Data supplied START

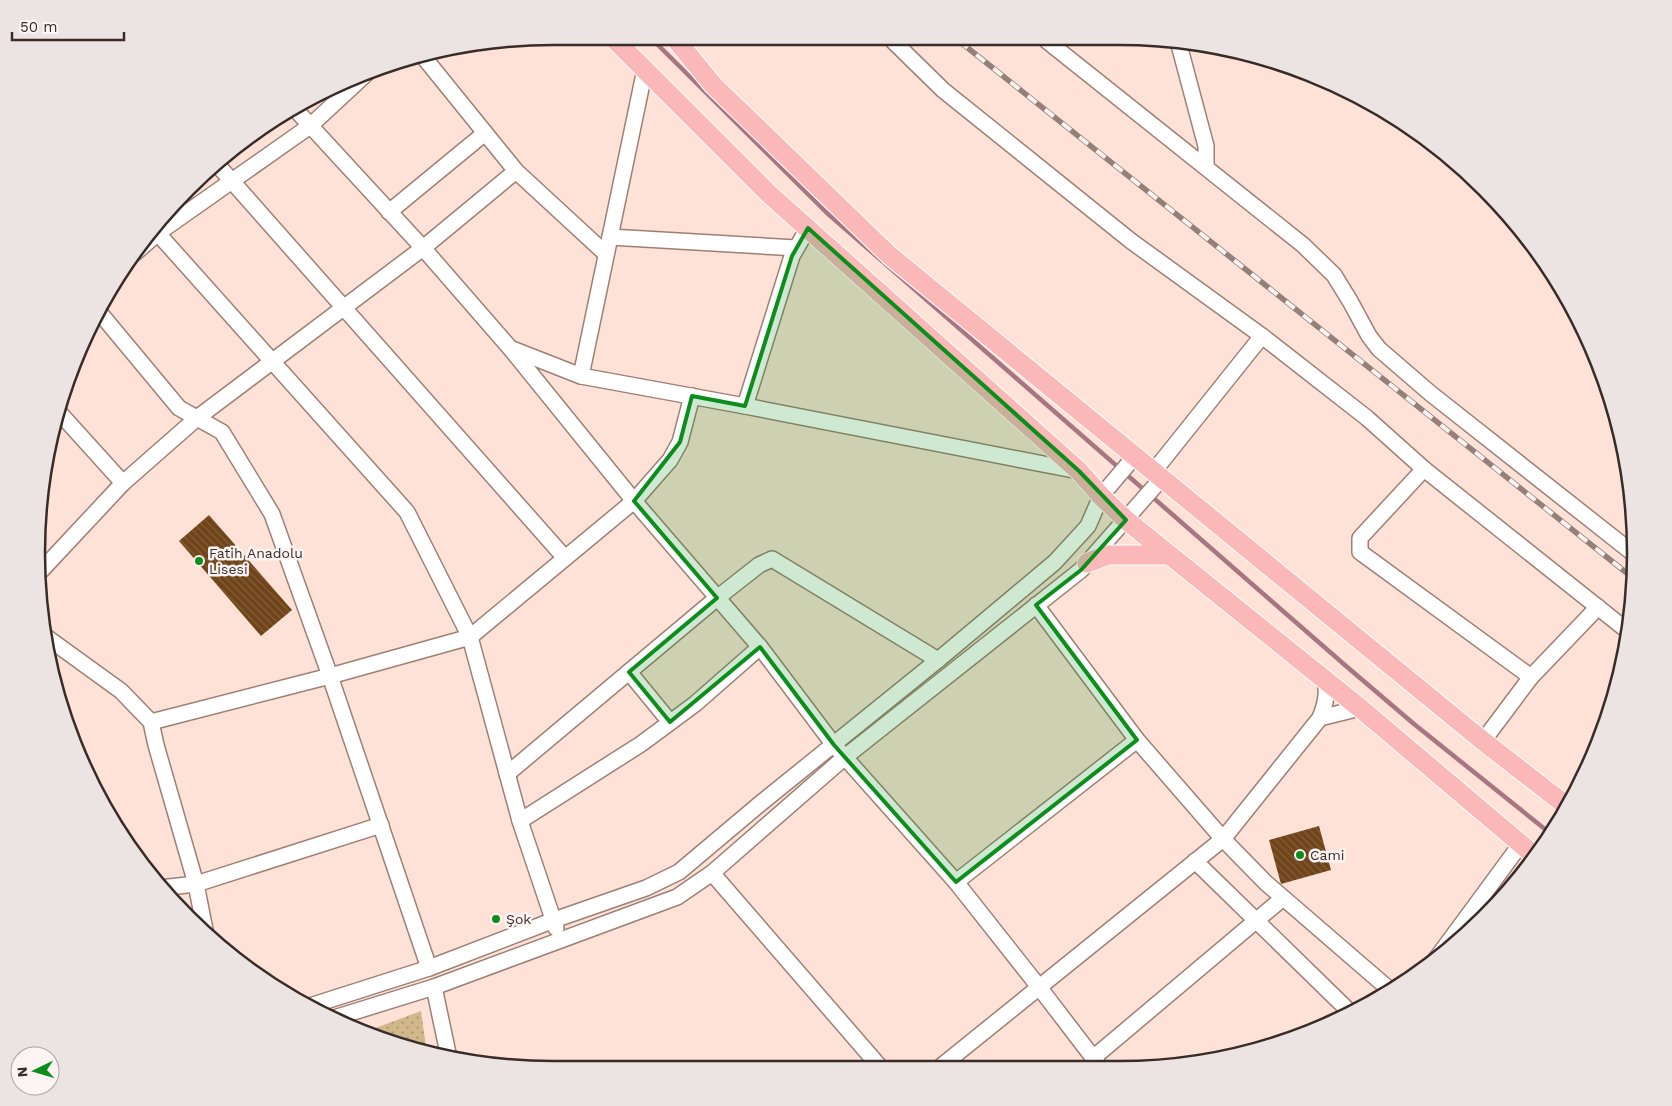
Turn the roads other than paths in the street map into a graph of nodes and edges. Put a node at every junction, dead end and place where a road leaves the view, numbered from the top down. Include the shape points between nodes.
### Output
1 (620, 45) edge
2 (680, 45) edge
3 (897, 45) edge
4 (1053, 45) edge
5 (1180, 49) edge
6 (426, 61) edge
7 (645, 69) junction
8 (352, 87) edge
9 (299, 113) edge
10 (310, 126) junction
11 (485, 133) junction
12 (1206, 167) junction
13 (221, 168) edge
14 (516, 171) junction
15 (232, 181) junction
16 (389, 212) junction
17 (167, 223) edge
18 (808, 228) junction
19 (159, 233) edge
20 (610, 237) junction
21 (423, 248) junction
22 (796, 248) junction
23 (606, 254) junction
24 (344, 308) junction
25 (103, 317) edge
26 (1262, 336) junction
27 (510, 348) junction
28 (273, 362) junction
29 (581, 376) junction
30 (692, 396) junction
31 (745, 406) junction
32 (64, 417) edge
33 (198, 418) junction
34 (1132, 460) junction
35 (1424, 469) junction
36 (1078, 471) junction
37 (1157, 478) junction
38 (123, 483) junction
39 (1105, 492) junction
40 (634, 501) junction
41 (1130, 515) junction
42 (1627, 548) edge
43 (1168, 555) junction
44 (565, 558) junction
45 (1087, 562) junction
46 (45, 566) edge
47 (717, 598) junction
48 (1036, 605) junction
49 (1598, 607) junction
50 (1622, 626) edge
51 (470, 636) junction
52 (54, 645) edge
53 (760, 647) junction
54 (938, 660) junction
55 (629, 672) junction
56 (330, 676) junction
57 (1531, 677) junction
58 (1325, 680) junction
59 (1360, 708) junction
60 (1320, 718) junction
61 (151, 722) junction
62 (670, 722) junction
63 (1136, 740) junction
64 (1483, 741) junction
65 (834, 745) junction
66 (845, 757) junction
67 (507, 774) junction
68 (1562, 802) edge
69 (520, 821) junction
70 (381, 825) junction
71 (1222, 838) junction
72 (1527, 850) edge
73 (1195, 861) junction
74 (712, 873) junction
75 (956, 882) junction
76 (196, 884) junction
77 (170, 887) edge
78 (1283, 898) junction
79 (554, 920) junction
80 (1257, 920) junction
81 (203, 921) edge
82 (1468, 922) edge
83 (559, 941) junction
84 (429, 968) junction
85 (1385, 985) edge
86 (434, 987) junction
87 (1039, 987) junction
88 (318, 1003) edge
89 (1346, 1008) edge
90 (343, 1015) edge
91 (447, 1050) edge
92 (875, 1061) edge
93 (948, 1061) edge
94 (1095, 1061) edge
95 (1099, 1061) edge

1 - 7 main road
2 - 34 main road via 713,85 888,255
3 - 26 street via 943,90 1131,241
4 - 12 street
5 - 12 street via 1206,146
6 - 11 street
7 - 18 main road via 768,193
7 - 20 street
8 - 10 street
9 - 10 street
10 - 15 street
10 - 16 street
11 - 14 street
11 - 16 street
12 - 42 street via 1303,245 1334,275 1379,349
13 - 15 street
14 - 21 street
14 - 23 street
15 - 17 street
15 - 24 street
16 - 21 street
18 - 22 street
18 - 36 main road
19 - 28 street
20 - 22 street
20 - 23 street
21 - 24 street
21 - 27 street
22 - 31 street
23 - 29 street
24 - 28 street
24 - 44 street
25 - 33 street via 179,408
26 - 35 street via 1367,418
26 - 37 street
27 - 29 street
27 - 40 street
28 - 33 street
28 - 51 street via 407,512
29 - 30 street
30 - 31 street
30 - 40 street via 680,442 670,460
31 - 36 street
32 - 38 street
33 - 38 street
33 - 56 street via 222,432 272,514
34 - 37 main road
34 - 39 street
35 - 49 street
35 - 57 street via 1360,538 1360,552
36 - 39 main road
37 - 41 street
37 - 64 main road
38 - 46 street
39 - 41 main road
39 - 54 street via 1088,526 1054,562
40 - 44 street
40 - 47 street
41 - 43 main road
41 - 45 street
43 - 45 main road via 1108,555
43 - 58 main road
44 - 51 street
45 - 48 street
47 - 53 street
47 - 54 street via 759,565 772,559
47 - 55 street
48 - 63 street
48 - 66 street
49 - 50 street
49 - 57 street
51 - 56 street
51 - 67 street
52 - 61 street via 121,691
53 - 62 street
53 - 65 street
54 - 65 street
55 - 62 street
55 - 67 street
56 - 61 street
56 - 70 street
57 - 64 street
58 - 59 main road
58 - 60 street via 1326,701
59 - 60 street
59 - 72 main road
60 - 71 street
61 - 76 street
62 - 69 street
63 - 71 street
63 - 75 street
64 - 68 main road
65 - 66 street
65 - 79 street via 679,872 638,891
66 - 74 street
66 - 75 street
67 - 69 street
69 - 79 street
70 - 76 street
70 - 84 street
71 - 73 street
71 - 78 street
72 - 82 street
73 - 80 street
73 - 87 street
74 - 83 street via 677,897
74 - 92 street
75 - 87 street
76 - 77 street
76 - 81 street
78 - 80 street
78 - 85 street
79 - 83 street
79 - 84 street
80 - 89 street
80 - 95 street
83 - 86 street
84 - 88 street
86 - 90 street
86 - 91 street
87 - 93 street
87 - 94 street

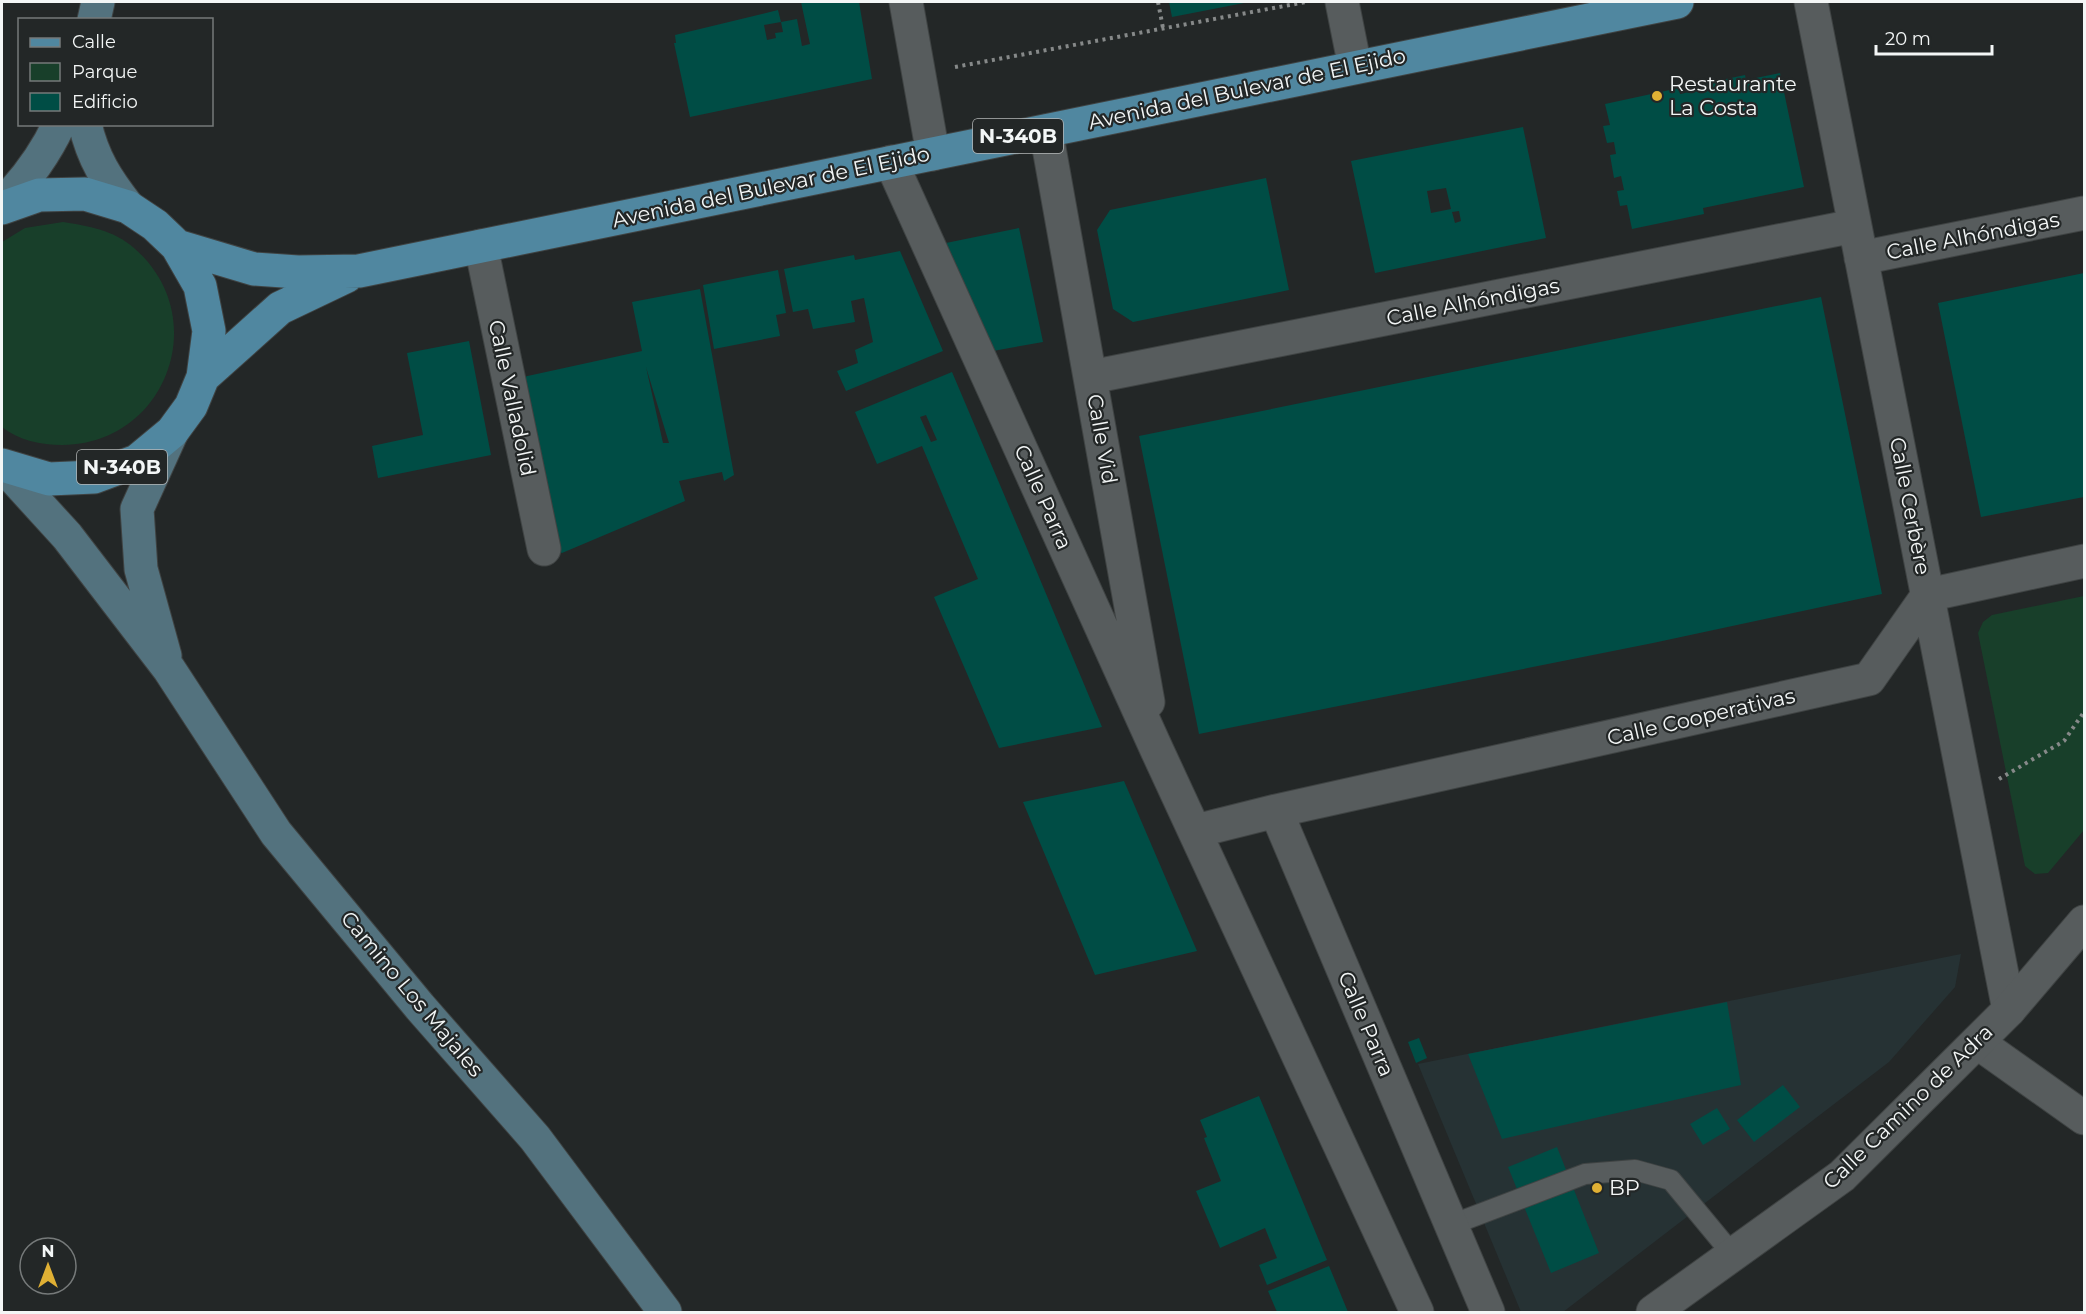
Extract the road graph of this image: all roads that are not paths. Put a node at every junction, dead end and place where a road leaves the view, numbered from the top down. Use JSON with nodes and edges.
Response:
{"nodes":[{"id":1,"x":98,"y":2,"type":"edge"},
{"id":2,"x":906,"y":2,"type":"edge"},
{"id":3,"x":1342,"y":2,"type":"edge"},
{"id":4,"x":1677,"y":2,"type":"edge"},
{"id":5,"x":1811,"y":2,"type":"edge"},
{"id":6,"x":94,"y":18,"type":"edge"},
{"id":7,"x":1355,"y":67,"type":"junction"},
{"id":8,"x":58,"y":126,"type":"edge"},
{"id":9,"x":86,"y":126,"type":"edge"},
{"id":10,"x":1046,"y":130,"type":"junction"},
{"id":11,"x":933,"y":154,"type":"junction"},
{"id":12,"x":891,"y":162,"type":"junction"},
{"id":13,"x":2,"y":206,"type":"edge"},
{"id":14,"x":128,"y":207,"type":"junction"},
{"id":15,"x":2085,"y":213,"type":"edge"},
{"id":16,"x":1854,"y":226,"type":"junction"},
{"id":17,"x":177,"y":246,"type":"junction"},
{"id":18,"x":481,"y":246,"type":"junction"},
{"id":19,"x":1861,"y":258,"type":"junction"},
{"id":20,"x":359,"y":271,"type":"junction"},
{"id":21,"x":203,"y":377,"type":"junction"},
{"id":22,"x":1091,"y":377,"type":"junction"},
{"id":23,"x":172,"y":432,"type":"junction"},
{"id":24,"x":3,"y":466,"type":"edge"},
{"id":25,"x":544,"y":549,"type":"dead end"},
{"id":26,"x":2085,"y":561,"type":"edge"},
{"id":27,"x":1928,"y":596,"type":"junction"},
{"id":28,"x":169,"y":669,"type":"junction"},
{"id":29,"x":1156,"y":748,"type":"junction"},
{"id":30,"x":1276,"y":811,"type":"junction"},
{"id":31,"x":1196,"y":831,"type":"junction"},
{"id":32,"x":2085,"y":922,"type":"edge"},
{"id":33,"x":2009,"y":1011,"type":"junction"},
{"id":34,"x":1977,"y":1042,"type":"junction"},
{"id":35,"x":2085,"y":1118,"type":"edge"},
{"id":36,"x":1451,"y":1225,"type":"junction"},
{"id":37,"x":1733,"y":1255,"type":"junction"},
{"id":38,"x":665,"y":1312,"type":"edge"},
{"id":39,"x":1418,"y":1312,"type":"edge"},
{"id":40,"x":1488,"y":1312,"type":"edge"},
{"id":41,"x":1653,"y":1312,"type":"edge"}],
"edges":[{"from":1,"to":6,"type":"main road"},
{"from":2,"to":11,"type":"street"},
{"from":3,"to":7,"type":"street"},
{"from":4,"to":7,"type":"main road","name":"Avenida del Bulevar de El Ejido","number":"N-340B"},
{"from":5,"to":16,"type":"street","name":"Calle Cerbère"},
{"from":7,"to":10,"type":"main road","name":"Avenida del Bulevar de El Ejido","number":"N-340B"},
{"from":8,"to":13,"type":"main road"},
{"from":9,"to":14,"type":"main road"},
{"from":10,"to":11,"type":"main road","name":"Avenida del Bulevar de El Ejido","number":"N-340B"},
{"from":10,"to":22,"type":"street","name":"Calle Vid"},
{"from":11,"to":12,"type":"main road","name":"Avenida del Bulevar de El Ejido","number":"N-340B"},
{"from":12,"to":18,"type":"main road","name":"Avenida del Bulevar de El Ejido","number":"N-340B"},
{"from":12,"to":29,"type":"street","name":"Calle Parra"},
{"from":13,"to":14,"type":"main road","number":"N-340B"},
{"from":14,"to":17,"type":"main road","number":"N-340B"},
{"from":15,"to":19,"type":"street","name":"Calle Alhóndigas"},
{"from":16,"to":19,"type":"street","name":"Calle Cerbère"},
{"from":16,"to":22,"type":"street","name":"Calle Alhóndigas"},
{"from":17,"to":20,"type":"main road","number":"N-340B"},
{"from":17,"to":21,"type":"main road","number":"N-340B"},
{"from":18,"to":20,"type":"main road","name":"Avenida del Bulevar de El Ejido","number":"N-340B"},
{"from":18,"to":25,"type":"street","name":"Calle Valladolid"},
{"from":19,"to":27,"type":"street","name":"Calle Cerbère"},
{"from":20,"to":21,"type":"main road","number":"N-340B"},
{"from":21,"to":23,"type":"main road","number":"N-340B"},
{"from":22,"to":29,"type":"street","name":"Calle Vid"},
{"from":23,"to":24,"type":"main road","number":"N-340B"},
{"from":23,"to":28,"type":"main road"},
{"from":24,"to":28,"type":"main road"},
{"from":26,"to":27,"type":"street"},
{"from":27,"to":30,"type":"street","name":"Calle Cooperativas"},
{"from":27,"to":33,"type":"street","name":"Calle Cerbère"},
{"from":28,"to":38,"type":"main road","name":"Camino Los Majales"},
{"from":29,"to":31,"type":"street","name":"Calle Parra"},
{"from":30,"to":31,"type":"street"},
{"from":30,"to":36,"type":"street","name":"Calle Parra"},
{"from":31,"to":39,"type":"street","name":"Calle Parra"},
{"from":32,"to":33,"type":"street","name":"Calle Camino de Adra"},
{"from":33,"to":34,"type":"street","name":"Calle Camino de Adra"},
{"from":34,"to":35,"type":"street"},
{"from":34,"to":37,"type":"street","name":"Calle Camino de Adra"},
{"from":36,"to":37,"type":"lane"},
{"from":36,"to":40,"type":"street","name":"Calle Parra"},
{"from":37,"to":41,"type":"street","name":"Calle Camino de Adra"}]}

Data supplied END

Set apart and copy each line of the records that holds the word "nodes".

Expected answer>
Turn the roads other than paths in the street map into a graph of nodes and edges. Put a node at every junction, dead end and place where a road leaves the view, numbered from the top down. Include the shape points between nodes.
Extract the road graph of this image: all roads that are not paths. Put a node at every junction, dead end and place where a road leaves the view, numbered from the top down. Use JSON with nodes and edges.
{"nodes":[{"id":1,"x":98,"y":2,"type":"edge"},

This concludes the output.